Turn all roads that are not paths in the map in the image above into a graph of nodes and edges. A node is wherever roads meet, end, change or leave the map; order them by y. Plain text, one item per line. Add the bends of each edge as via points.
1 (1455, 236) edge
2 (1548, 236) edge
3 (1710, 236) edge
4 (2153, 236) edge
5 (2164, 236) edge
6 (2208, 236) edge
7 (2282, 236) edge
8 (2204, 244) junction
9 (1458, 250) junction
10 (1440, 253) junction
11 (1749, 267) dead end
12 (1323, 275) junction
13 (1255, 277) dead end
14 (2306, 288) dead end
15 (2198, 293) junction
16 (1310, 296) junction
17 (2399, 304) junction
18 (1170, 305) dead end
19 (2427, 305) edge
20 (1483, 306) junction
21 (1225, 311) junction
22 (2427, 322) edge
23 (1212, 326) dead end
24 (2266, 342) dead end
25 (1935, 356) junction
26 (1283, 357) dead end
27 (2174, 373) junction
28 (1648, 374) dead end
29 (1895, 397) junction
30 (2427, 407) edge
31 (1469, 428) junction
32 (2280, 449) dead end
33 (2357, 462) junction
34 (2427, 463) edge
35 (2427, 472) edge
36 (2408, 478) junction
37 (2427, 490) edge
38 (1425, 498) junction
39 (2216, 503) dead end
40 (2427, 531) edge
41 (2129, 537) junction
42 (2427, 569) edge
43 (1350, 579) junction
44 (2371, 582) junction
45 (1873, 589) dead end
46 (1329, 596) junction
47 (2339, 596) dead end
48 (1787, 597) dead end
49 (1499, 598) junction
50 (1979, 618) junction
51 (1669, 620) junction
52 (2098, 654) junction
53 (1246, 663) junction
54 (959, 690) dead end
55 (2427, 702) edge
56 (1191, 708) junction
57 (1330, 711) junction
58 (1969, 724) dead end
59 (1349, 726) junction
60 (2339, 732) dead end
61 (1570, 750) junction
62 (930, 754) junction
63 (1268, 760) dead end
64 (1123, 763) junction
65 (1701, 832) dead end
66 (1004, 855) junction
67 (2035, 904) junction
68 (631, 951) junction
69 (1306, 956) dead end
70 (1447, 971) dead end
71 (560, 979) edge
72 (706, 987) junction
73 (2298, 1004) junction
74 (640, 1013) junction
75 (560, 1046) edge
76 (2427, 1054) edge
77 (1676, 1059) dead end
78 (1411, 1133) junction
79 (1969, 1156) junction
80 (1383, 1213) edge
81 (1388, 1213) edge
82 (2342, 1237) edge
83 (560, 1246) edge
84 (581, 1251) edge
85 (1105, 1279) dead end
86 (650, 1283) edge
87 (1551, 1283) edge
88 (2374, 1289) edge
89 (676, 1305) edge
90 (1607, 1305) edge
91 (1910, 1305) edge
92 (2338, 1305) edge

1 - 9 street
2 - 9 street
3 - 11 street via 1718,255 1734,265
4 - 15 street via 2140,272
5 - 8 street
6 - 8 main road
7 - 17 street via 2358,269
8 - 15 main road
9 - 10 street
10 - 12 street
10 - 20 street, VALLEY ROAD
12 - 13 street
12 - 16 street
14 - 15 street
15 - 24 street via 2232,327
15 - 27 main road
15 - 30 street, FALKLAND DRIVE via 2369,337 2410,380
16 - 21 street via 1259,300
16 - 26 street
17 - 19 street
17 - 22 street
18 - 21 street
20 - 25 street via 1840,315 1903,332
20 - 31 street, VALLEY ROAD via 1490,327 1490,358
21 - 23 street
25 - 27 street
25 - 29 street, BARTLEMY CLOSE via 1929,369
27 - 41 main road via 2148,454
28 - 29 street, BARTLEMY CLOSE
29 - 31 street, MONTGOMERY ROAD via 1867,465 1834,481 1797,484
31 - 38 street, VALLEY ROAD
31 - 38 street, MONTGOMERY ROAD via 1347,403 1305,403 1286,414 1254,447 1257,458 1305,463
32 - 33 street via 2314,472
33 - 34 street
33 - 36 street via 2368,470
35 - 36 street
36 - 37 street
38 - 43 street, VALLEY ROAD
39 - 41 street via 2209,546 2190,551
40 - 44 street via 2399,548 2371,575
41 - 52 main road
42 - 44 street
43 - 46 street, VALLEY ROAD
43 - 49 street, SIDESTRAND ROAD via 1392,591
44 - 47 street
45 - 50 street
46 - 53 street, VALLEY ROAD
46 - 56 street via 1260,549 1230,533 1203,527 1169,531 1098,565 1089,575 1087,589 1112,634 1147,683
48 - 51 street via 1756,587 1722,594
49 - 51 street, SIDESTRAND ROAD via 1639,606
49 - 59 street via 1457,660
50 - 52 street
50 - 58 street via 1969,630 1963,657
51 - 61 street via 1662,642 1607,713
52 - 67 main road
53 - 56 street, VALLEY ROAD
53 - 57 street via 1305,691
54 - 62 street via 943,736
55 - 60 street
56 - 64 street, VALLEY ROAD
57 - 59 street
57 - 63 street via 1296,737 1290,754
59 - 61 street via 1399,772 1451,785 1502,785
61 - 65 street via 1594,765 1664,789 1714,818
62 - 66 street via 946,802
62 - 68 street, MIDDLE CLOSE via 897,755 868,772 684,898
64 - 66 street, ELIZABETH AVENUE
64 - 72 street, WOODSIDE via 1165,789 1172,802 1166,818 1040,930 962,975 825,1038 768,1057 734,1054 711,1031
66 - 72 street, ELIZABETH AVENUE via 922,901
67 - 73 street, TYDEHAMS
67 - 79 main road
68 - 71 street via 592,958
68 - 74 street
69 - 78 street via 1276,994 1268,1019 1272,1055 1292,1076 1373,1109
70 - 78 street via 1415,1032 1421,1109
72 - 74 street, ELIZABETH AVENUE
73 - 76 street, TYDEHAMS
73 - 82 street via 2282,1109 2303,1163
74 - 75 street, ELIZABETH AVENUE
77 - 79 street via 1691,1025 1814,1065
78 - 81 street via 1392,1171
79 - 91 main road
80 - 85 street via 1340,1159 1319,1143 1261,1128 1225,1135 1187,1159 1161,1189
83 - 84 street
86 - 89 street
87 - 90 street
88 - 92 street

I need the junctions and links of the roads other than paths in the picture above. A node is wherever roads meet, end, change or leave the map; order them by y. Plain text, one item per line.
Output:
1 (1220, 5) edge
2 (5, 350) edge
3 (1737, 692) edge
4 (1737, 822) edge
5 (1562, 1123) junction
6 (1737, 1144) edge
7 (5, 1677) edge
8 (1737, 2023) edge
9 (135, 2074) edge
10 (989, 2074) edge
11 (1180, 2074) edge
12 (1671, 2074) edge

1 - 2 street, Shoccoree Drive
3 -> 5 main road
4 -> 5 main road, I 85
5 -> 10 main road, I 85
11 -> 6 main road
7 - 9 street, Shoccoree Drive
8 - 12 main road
__________________________________________________
What you should do -
What lines in the data include the string "wherever"? Copy each one.

Solution for this task -
Turn all roads that are not paths in the map in the image above into a graph of nodes and edges. A node is wherever roads meet, end, change or leave the map; order them by y. Plain text, one item per line. Add the bends of each edge as via points.
I need the junctions and links of the roads other than paths in the picture above. A node is wherever roads meet, end, change or leave the map; order them by y. Plain text, one item per line.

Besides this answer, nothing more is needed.